The claimant was a home carer at the patient’s own home. The patient was very heavy and paralysed. The claimant and her colleague used a hoist to move him from his wheelchair into bed. They both put the hoist straps on the patient. The colleague then went to talk to the patient’s wife.

The claimant then continued with the manoeuvre while thinking that her colleague would return. She did not. The claimant had continued for 20 to 30 seconds and the patient was becoming distressed so the claimant decided to finish the job. She pushed the hoist over the carpet to position it over the bed as she reached the bed, the hoist’s legs caught on wires hanging down from the bed and she jarred her shoulder.

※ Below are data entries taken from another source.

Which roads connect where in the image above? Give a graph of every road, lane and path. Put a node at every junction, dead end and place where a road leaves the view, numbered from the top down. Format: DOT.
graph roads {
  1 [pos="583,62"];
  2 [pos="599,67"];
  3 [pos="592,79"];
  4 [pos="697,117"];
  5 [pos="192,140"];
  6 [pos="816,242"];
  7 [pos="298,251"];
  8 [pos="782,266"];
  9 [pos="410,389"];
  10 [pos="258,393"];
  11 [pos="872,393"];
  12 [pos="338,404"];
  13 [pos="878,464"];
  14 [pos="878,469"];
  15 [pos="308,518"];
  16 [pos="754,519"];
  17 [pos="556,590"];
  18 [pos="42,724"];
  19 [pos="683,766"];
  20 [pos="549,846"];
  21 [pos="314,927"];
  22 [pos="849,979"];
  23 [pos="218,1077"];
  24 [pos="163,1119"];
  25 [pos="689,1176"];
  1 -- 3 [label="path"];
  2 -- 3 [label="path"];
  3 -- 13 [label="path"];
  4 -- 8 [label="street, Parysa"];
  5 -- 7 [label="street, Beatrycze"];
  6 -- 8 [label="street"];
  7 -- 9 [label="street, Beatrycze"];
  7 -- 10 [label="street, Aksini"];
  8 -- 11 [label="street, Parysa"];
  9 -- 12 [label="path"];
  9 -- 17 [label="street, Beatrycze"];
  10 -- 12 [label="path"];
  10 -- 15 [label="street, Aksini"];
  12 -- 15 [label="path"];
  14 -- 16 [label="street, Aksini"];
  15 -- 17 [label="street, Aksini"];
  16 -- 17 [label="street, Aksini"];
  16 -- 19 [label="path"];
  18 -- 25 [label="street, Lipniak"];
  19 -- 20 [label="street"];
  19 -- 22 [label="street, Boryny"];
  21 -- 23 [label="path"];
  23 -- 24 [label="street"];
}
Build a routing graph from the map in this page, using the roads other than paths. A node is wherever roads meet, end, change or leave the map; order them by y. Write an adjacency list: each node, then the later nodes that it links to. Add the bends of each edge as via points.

The hoist was judged suitable work equipment under PUWER 98. However, the defendant could have reduced the risk under Manual Handling Operations Regulations 1992 by reducing the distance between the wheelchair and the bed to minimise the distance the hoist had to be pushed. The claimant should also have been trained properly that two people were required at all times to move the hoist.

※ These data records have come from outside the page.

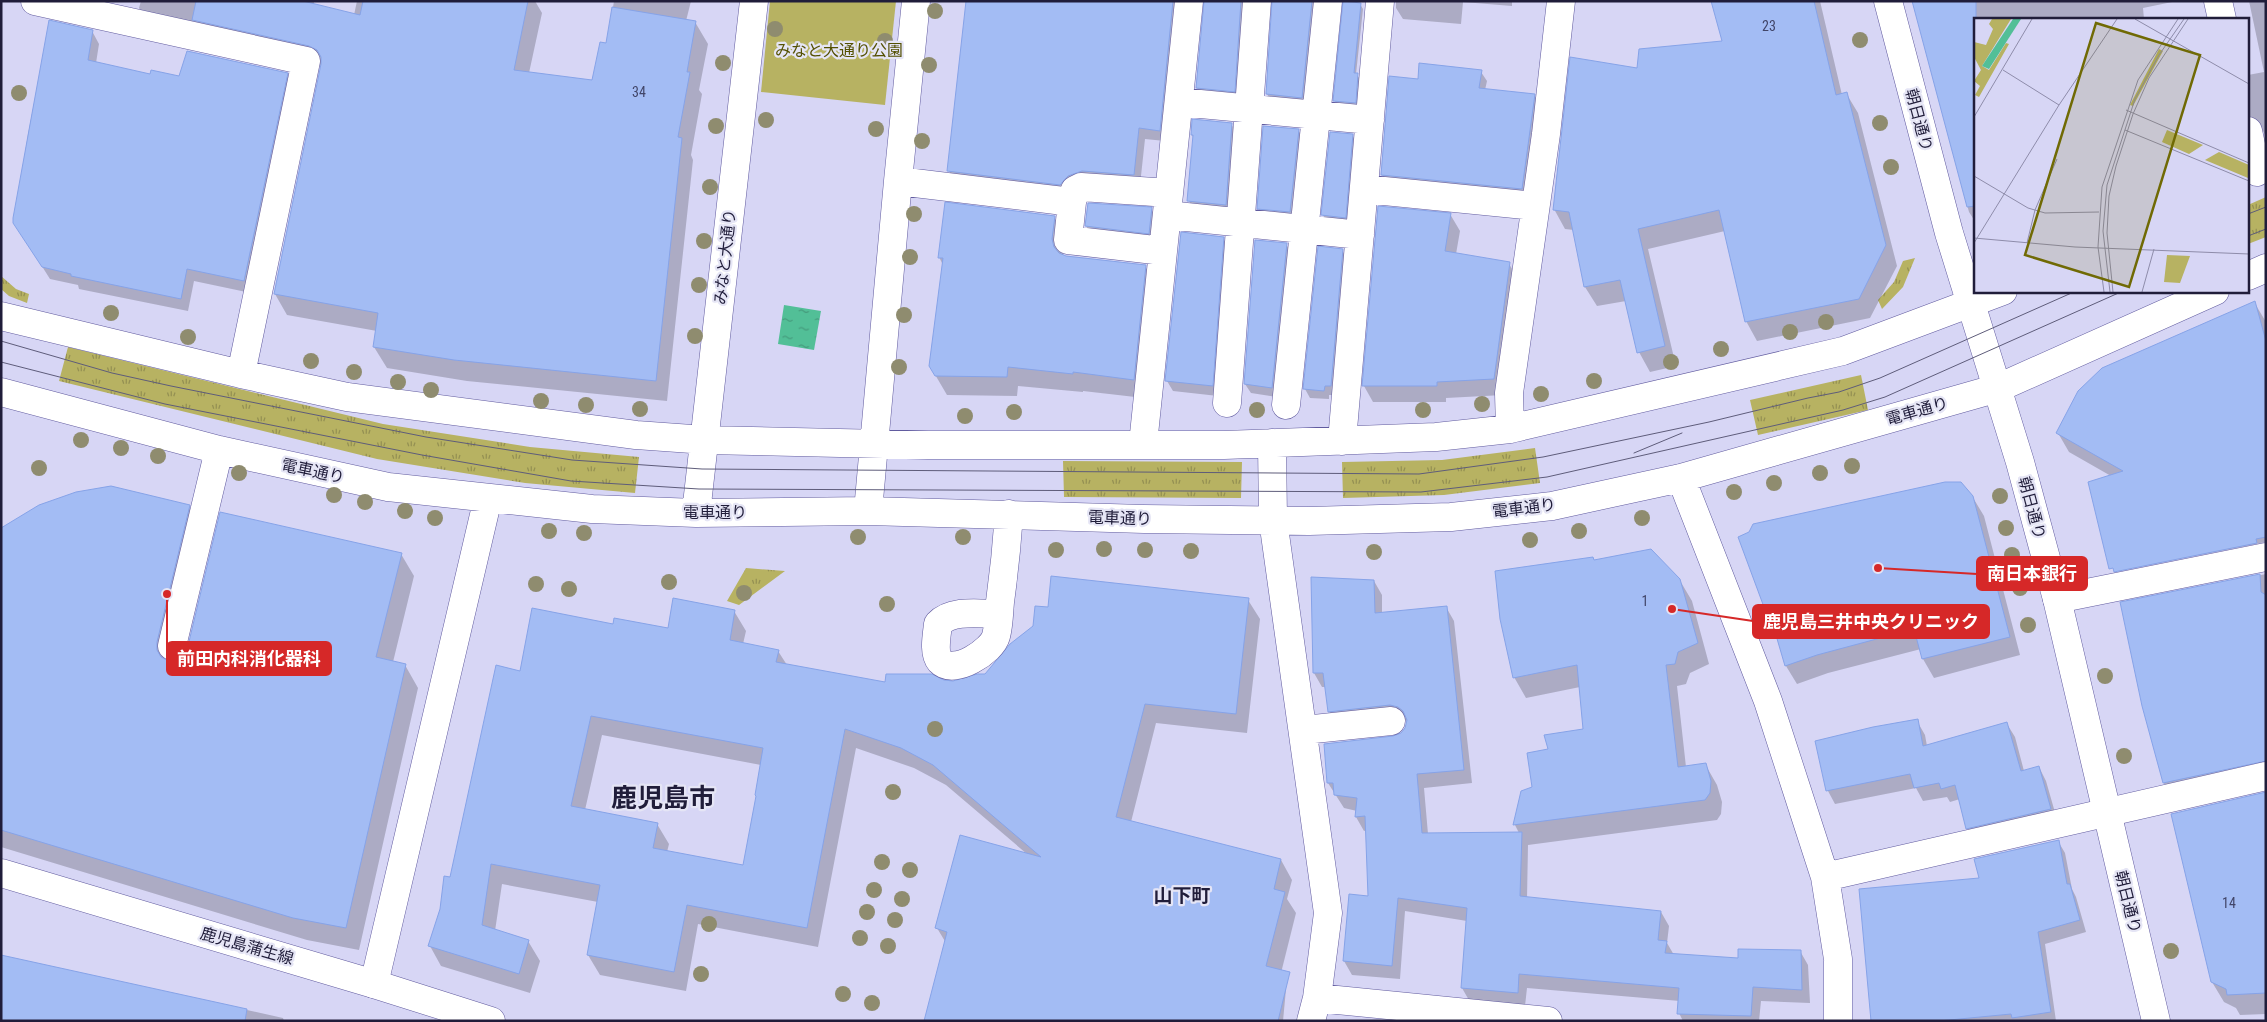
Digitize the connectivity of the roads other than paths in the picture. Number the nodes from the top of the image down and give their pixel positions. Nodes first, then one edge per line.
1 (35, 1) edge
2 (916, 1) edge
3 (1190, 1) edge
4 (1257, 1) edge
5 (1328, 1) edge
6 (1380, 1) edge
7 (1562, 1) edge
8 (1888, 1) edge
9 (2218, 1) edge
10 (752, 2) edge
11 (2222, 18) edge
12 (1179, 102) junction
13 (1248, 109) junction
14 (1316, 115) junction
15 (1370, 120) junction
16 (2250, 140) edge
17 (2257, 172) edge
18 (898, 181) junction
19 (1364, 189) junction
20 (1072, 202) junction
21 (1168, 204) junction
22 (1535, 206) junction
23 (1240, 222) junction
24 (1304, 229) junction
25 (1360, 235) junction
26 (1163, 251) junction
27 (2266, 268) edge
28 (2250, 275) edge
29 (2001, 292) edge
30 (2213, 292) edge
31 (1971, 304) junction
32 (1, 316) edge
33 (241, 374) junction
34 (1998, 388) junction
35 (1, 392) edge
36 (1227, 403) dead end
37 (1286, 405) dead end
38 (1510, 429) junction
39 (706, 440) junction
40 (1342, 441) junction
41 (874, 443) junction
42 (1272, 443) junction
43 (1143, 444) junction
44 (219, 450) junction
45 (1681, 478) junction
46 (488, 498) junction
47 (868, 510) junction
48 (696, 513) junction
49 (1009, 514) junction
50 (1273, 520) junction
51 (2266, 557) edge
52 (2057, 599) junction
53 (999, 614) dead end
54 (172, 646) dead end
55 (1391, 721) dead end
56 (1304, 730) junction
57 (2266, 776) edge
58 (2107, 814) junction
59 (1, 874) edge
60 (1825, 877) junction
61 (374, 984) junction
62 (1314, 1009) edge
63 (491, 1021) edge
64 (1548, 1021) edge
65 (1838, 1021) edge
66 (2156, 1021) edge

1 - 33 main road
2 - 18 main road
3 - 12 main road
4 - 13 main road
5 - 14 main road
6 - 15 main road
7 - 22 main road
8 - 31 main road, 朝日通り
9 - 11 main road
10 - 39 main road, みなと大通り
12 - 13 main road
12 - 21 main road
13 - 14 main road
13 - 23 main road
14 - 15 main road
14 - 24 main road
15 - 19 main road
16 - 17 main road
18 - 20 main road
18 - 41 main road
19 - 22 main road
19 - 25 main road
20 - 21 main road
20 - 26 main road
21 - 23 main road
21 - 26 main road
22 - 38 main road
23 - 24 main road
23 - 36 main road
24 - 25 main road
24 - 37 main road
25 - 40 main road
26 - 43 main road
27 - 28 main road
29 - 31 main road
30 - 34 main road, 電車通り
31 - 34 main road, 朝日通り
31 - 38 main road
32 - 33 main road
33 - 39 main road
34 - 45 main road, 電車通り
34 - 52 main road, 朝日通り
35 - 44 main road, 電車通り
38 - 40 main road
39 - 41 main road
39 - 48 main road, みなと大通り
40 - 42 main road
41 - 43 main road
41 - 47 main road
42 - 43 main road
42 - 50 main road
44 - 46 main road, 電車通り
44 - 54 main road
45 - 50 main road, 電車通り
45 - 60 main road
46 - 48 main road, 電車通り
46 - 61 main road
47 - 48 main road, 電車通り
47 - 49 main road, 電車通り
49 - 50 main road, 電車通り
49 - 53 main road
50 - 56 main road
51 - 52 main road
52 - 58 main road, 朝日通り
55 - 56 main road
56 - 62 main road
57 - 58 main road
58 - 60 main road
58 - 66 main road, 朝日通り
59 - 61 main road, 鹿児島蒲生線
60 - 65 main road
61 - 63 main road, 鹿児島蒲生線
62 - 64 main road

Judgement for the Claimant.

Rotheram CC, 5 September 2007

Time limit on defective products

In 1992, when the claimant was one year old, he was vaccinated. Afterwards he suffered brain damage. He claimed that the brain damage was caused by the vaccine. In 2000 he commenced an action against the first defendant (D1) because his solicitors believed that D1 were the manufacturers or producers of the vaccine. It was accepted that the second defendants (D2) thought this was a genuine mistake. The claimant applied to substitute D2 for D1 as defendant on the basis that D2 was the manufacturer.

The application was made in 2003 after the expiry of a 10-year period for enforcing rights conferred by Directive 85/374 on liability for defective products, under Limitation Act 1980 section 11A(3). The Judge allowed the application for the Limitation Act under section 35.

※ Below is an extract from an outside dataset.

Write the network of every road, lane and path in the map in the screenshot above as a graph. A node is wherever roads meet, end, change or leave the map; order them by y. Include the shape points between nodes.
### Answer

D2 argued that section 35 of the Act was not applicable where the time limit that had expired was the 10-year final cut off date under Article 11 of the Directive. Also D2 argued that, even though under a mistake at the time the action was commenced, the claimant had not been under a mistake about the identity of the party against whom he was intending to proceed at the time the limitation period expired and that, in the circumstances, the substitution of the new party after the expiry of the limitation period could not be regarded as “necessary” for the purposes of section 35(5).

The Court of Appeal held that section 35 of the Act was capable of applying where the 10-year period in the directive had expired. Where the new party was to be substituted for a party whose name had been given in a claim in the original action by mistake for the new parties name, substitution was to be regarded as necessary for the determination of the original action.

O’Byrne -v- Aventis Pasteur SA (2007) EWCA Civ 9.93.